Geral

Paralisação

Patrícia Zamboni
| Tempo de leitura: 2 min

Justiça Federal de Bauru não adere

à paralisação de 24 horas

Texto: Patrícia Zamboni

Os funcionários da Justiça Federal de Bauru não aderiram, ontem, à paralisação durante 24 horas sugerida pelo Sindicato dos Trabalhadores do Judiciário Federal no Estado de São Paulo (Sintrajud). Dos cerca de 42 funcionários daqui, apenas dez participaram de uma mobilização discreta, ocorrida em frente ao prédio da Justiça Federal, que durou das 11 horas ao meio-dia. Em Marília, a 100 km de Bauru, a adesão à manifestação foi de 93% dos funcionários.

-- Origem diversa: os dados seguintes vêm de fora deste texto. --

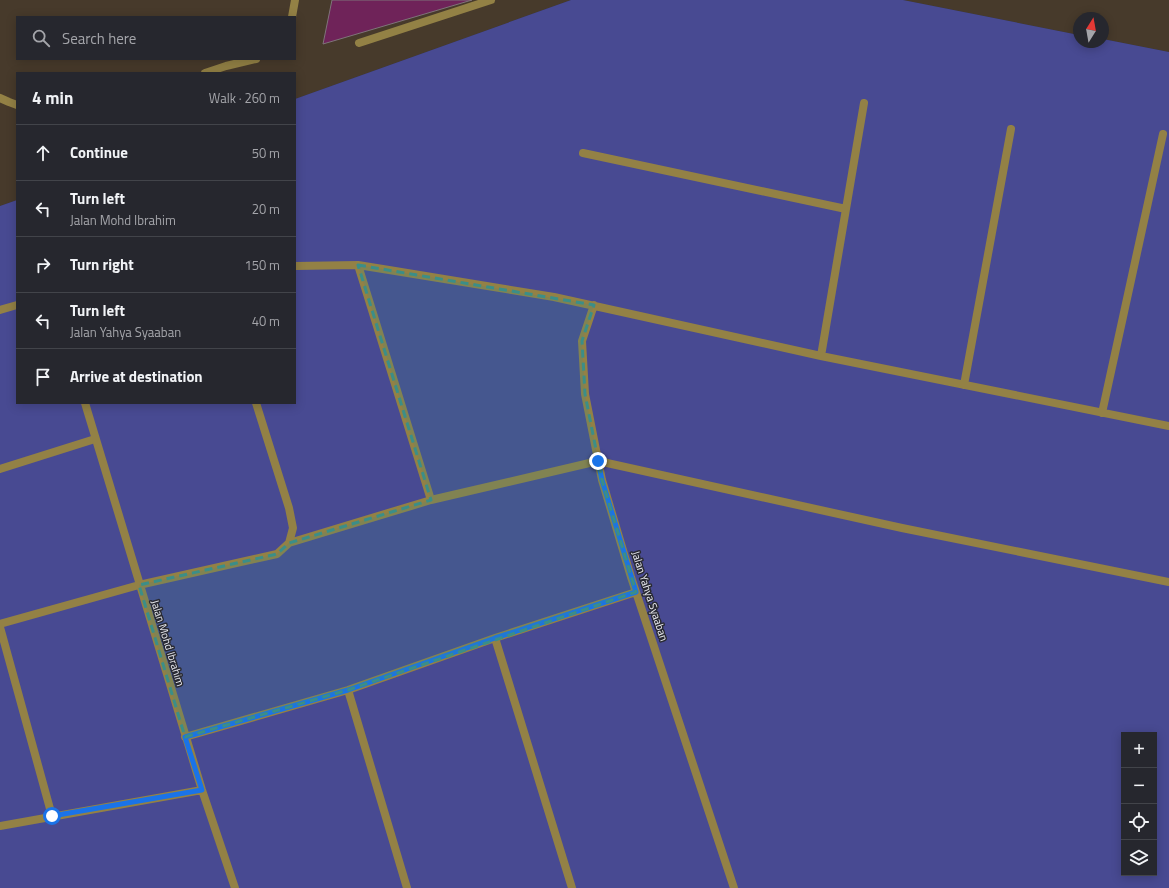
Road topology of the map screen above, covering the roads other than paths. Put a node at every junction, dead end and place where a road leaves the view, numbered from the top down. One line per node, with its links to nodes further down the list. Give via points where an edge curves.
1 (295, 0): 3 (street)
2 (491, 0): 4 (street)
3 (292, 16)
4 (359, 43)
5 (252, 60): 6 (street)
6 (208, 72)
7 (0, 98): 9 (street)
8 (864, 103): 13 (street)
9 (16, 104)
10 (1011, 128): 20 (street)
11 (1163, 134): 23 (street)
12 (583, 153): 13 (street)
13 (846, 209): 19 (street)
14 (358, 264): 15 (street); 17 (street); 28 (street)
15 (296, 266)
16 (16, 304): 18 (street)
17 (594, 305): 19 (street); 26 (street, Jalan Yahya Syaaban, via 582,341 585,394)
18 (0, 310)
19 (821, 356): 20 (street)
20 (964, 385): 23 (street)
21 (85, 404): 25 (street, Jalan Mohd Ibrahim)
22 (256, 404): 29 (street, via 294,528)
23 (1102, 413): 24 (street)
24 (1169, 426)
25 (95, 439): 27 (street); 31 (street, Jalan Mohd Ibrahim)
26 (598, 461): 28 (street); 30 (street, via 902,528); 32 (street, Jalan Yahya Syaaban)
27 (0, 469)
28 (431, 500): 29 (street)
29 (289, 543): 31 (street, via 277,554)
30 (1169, 582)
31 (139, 585): 33 (street); 36 (street, Jalan Mohd Ibrahim)
32 (636, 592): 34 (street); 43 (street, Jalan Yahya Syaaban)
33 (0, 626): 38 (street)
34 (495, 638): 35 (street); 42 (street)
35 (348, 690): 36 (street); 41 (street)
36 (185, 737): 37 (street, Jalan Mohd Ibrahim)
37 (202, 790): 38 (street); 40 (street, Jalan Mohd Ibrahim)
38 (52, 816): 39 (street)
39 (0, 826)
40 (235, 888)
41 (407, 888)
42 (572, 888)
43 (734, 888)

A informação foi passada por Sônia Maria Silva, funcionária da Justiça Federal em Bauru, que está representando o Sintrajud. Em São Paulo, segundo ela, a paralisação foi expressiva. Para hoje está marcada uma assembléia, na cidade de São Paulo, a fim de decidir se será deflagrada greve, a partir de 10 de maio, por tempo indeterminado.

A categoria profissional, representada pelo Sintrajud, está aderindo a essas mobilizações para participar da campanha salarial unificada dos servidores públicos federais. De acordo com Sônia Silva, os servidores públicos federais estão reivindicando a defesa do emprego e dos serviços públicos, o restabelecimento da Data-Base e de uma política salarial, defesa do princípio de isonomia salarial dos aposentados em relação aos servidores da ativa e reposição das perdas. A essas, juntam-se as reivindicações específicas dos servidores do Judiciário Federal, que são o pagamento de um reajuste de 11,98% - em atraso -, correção das distorções do plano de cargos e salários, inclusão de todas as funções como carreiras típicas de Estado e redução da jornada de trabalho. Os trabalhadores estão há cinco anos sem reajuste salarial.

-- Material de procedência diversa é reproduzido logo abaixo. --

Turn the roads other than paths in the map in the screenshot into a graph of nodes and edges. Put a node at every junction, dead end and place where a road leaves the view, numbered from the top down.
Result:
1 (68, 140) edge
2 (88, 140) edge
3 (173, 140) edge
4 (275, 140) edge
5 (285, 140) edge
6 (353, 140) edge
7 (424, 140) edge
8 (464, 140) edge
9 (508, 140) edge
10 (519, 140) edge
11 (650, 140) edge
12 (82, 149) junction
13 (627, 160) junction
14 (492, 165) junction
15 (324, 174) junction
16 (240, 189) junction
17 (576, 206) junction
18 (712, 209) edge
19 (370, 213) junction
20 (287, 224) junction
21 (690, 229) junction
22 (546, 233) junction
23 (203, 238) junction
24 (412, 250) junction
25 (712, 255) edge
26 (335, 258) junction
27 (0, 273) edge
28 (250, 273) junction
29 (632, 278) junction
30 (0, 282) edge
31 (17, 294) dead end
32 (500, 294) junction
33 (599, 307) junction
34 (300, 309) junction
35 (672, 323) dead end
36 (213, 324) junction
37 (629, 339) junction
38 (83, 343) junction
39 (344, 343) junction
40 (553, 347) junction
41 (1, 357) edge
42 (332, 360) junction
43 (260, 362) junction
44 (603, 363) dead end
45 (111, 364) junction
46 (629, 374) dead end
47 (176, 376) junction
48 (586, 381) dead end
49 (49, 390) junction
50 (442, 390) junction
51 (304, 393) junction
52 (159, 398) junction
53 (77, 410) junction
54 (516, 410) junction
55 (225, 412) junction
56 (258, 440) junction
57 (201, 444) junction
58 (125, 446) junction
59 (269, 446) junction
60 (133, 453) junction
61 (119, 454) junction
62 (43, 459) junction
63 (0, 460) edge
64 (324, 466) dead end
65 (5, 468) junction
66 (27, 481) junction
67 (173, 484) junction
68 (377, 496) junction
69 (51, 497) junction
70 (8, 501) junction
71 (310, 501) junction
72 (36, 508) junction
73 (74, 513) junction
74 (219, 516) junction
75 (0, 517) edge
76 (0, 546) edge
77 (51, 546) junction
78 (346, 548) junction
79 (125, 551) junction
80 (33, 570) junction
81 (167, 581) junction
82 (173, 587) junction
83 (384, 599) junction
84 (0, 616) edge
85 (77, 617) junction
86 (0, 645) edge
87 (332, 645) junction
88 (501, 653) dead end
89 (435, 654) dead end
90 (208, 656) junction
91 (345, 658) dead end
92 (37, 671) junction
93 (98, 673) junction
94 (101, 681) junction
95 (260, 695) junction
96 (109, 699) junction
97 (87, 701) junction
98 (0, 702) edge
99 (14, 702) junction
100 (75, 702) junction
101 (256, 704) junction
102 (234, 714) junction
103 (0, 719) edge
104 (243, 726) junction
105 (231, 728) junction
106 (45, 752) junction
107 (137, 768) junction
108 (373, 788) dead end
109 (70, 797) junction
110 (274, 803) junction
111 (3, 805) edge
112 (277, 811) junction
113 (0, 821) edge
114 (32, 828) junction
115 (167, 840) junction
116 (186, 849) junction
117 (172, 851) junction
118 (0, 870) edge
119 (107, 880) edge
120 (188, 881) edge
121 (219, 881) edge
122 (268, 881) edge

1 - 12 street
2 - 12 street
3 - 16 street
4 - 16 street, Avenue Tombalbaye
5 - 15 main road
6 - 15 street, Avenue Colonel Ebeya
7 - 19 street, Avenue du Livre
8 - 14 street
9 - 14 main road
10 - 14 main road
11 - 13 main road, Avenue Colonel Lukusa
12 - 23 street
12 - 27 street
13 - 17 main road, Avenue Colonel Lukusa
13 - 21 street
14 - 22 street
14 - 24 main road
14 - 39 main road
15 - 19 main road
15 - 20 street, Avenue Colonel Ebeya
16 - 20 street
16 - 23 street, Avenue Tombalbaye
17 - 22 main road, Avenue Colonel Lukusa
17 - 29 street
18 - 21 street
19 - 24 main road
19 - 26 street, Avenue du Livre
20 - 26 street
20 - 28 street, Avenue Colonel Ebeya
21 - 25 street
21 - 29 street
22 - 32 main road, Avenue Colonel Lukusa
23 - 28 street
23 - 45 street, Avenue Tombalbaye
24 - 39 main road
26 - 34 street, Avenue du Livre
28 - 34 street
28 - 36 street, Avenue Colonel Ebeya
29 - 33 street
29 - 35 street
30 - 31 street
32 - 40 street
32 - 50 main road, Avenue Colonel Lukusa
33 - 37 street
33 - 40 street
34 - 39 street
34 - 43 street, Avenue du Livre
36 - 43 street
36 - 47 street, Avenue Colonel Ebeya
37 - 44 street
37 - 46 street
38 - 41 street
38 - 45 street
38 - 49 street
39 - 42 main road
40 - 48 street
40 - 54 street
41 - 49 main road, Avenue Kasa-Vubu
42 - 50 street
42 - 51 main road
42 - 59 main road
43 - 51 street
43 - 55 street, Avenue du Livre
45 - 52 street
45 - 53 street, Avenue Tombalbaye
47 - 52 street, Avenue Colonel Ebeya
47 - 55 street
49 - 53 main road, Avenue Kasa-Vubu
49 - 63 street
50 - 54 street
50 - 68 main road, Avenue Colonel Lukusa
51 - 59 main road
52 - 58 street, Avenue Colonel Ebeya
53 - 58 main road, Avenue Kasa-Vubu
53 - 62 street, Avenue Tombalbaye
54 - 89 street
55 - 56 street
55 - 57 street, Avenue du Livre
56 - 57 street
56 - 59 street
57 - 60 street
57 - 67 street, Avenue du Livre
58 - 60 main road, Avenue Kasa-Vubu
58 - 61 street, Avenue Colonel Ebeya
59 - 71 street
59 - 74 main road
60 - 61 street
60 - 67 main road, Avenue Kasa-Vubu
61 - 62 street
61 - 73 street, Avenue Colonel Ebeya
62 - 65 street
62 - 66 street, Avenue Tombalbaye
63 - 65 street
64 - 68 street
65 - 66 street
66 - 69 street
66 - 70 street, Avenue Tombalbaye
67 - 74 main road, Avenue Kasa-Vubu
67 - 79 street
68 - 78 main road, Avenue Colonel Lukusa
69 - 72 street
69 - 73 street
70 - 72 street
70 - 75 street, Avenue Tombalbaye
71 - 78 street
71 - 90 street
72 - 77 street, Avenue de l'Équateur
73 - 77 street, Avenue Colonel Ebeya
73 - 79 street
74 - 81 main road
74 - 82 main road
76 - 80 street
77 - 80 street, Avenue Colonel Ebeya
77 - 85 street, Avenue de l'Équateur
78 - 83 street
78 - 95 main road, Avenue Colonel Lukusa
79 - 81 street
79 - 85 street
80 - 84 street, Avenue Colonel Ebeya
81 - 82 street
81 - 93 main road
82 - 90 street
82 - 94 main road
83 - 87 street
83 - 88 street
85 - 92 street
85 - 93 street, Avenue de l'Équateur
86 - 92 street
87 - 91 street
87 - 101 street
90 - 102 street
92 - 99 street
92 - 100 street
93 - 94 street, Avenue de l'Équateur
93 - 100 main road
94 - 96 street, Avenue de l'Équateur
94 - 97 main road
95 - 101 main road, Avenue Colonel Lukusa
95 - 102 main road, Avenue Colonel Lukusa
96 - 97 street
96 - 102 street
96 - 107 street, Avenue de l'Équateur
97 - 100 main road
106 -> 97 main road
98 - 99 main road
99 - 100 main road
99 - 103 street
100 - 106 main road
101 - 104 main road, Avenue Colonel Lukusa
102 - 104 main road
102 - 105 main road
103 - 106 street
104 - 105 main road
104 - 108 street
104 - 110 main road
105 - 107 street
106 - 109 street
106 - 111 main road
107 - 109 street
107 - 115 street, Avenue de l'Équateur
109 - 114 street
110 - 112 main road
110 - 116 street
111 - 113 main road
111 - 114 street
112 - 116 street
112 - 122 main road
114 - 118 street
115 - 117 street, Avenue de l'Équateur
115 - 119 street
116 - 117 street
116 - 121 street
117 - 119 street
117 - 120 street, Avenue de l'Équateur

Na opinião de Sônia Maria Silva, a mobilização não foi total em Bauru porque a maioria dos trabalhadores se sentiram amedrontados em participar. "Além disso, em 96 foi feita outra greve, da qual todos participaram, e que teve um desfecho ruim. De repente, o Sindicato de São Paulo resolveu parar e o pessoal daqui de Bauru se sentiu abandonado. Então, dessa vez muitas pessoas ficaram receosas de que isso acontecesse de novo e que a paralisação não levasse a nada; se sentiram desestimulados. Na outra greve, nós ainda tivemos que repor as horas que ficamos sem trabalhar", afirma a representante do Sintrajud.

Para Sônia Silva, se for decidido pela instalação da greve, na próxima semana, o ideal seria que os Fóruns de Bauru, Marília, Jaú e Assis se unissem para ter mais força e representatividade nessa manifestação.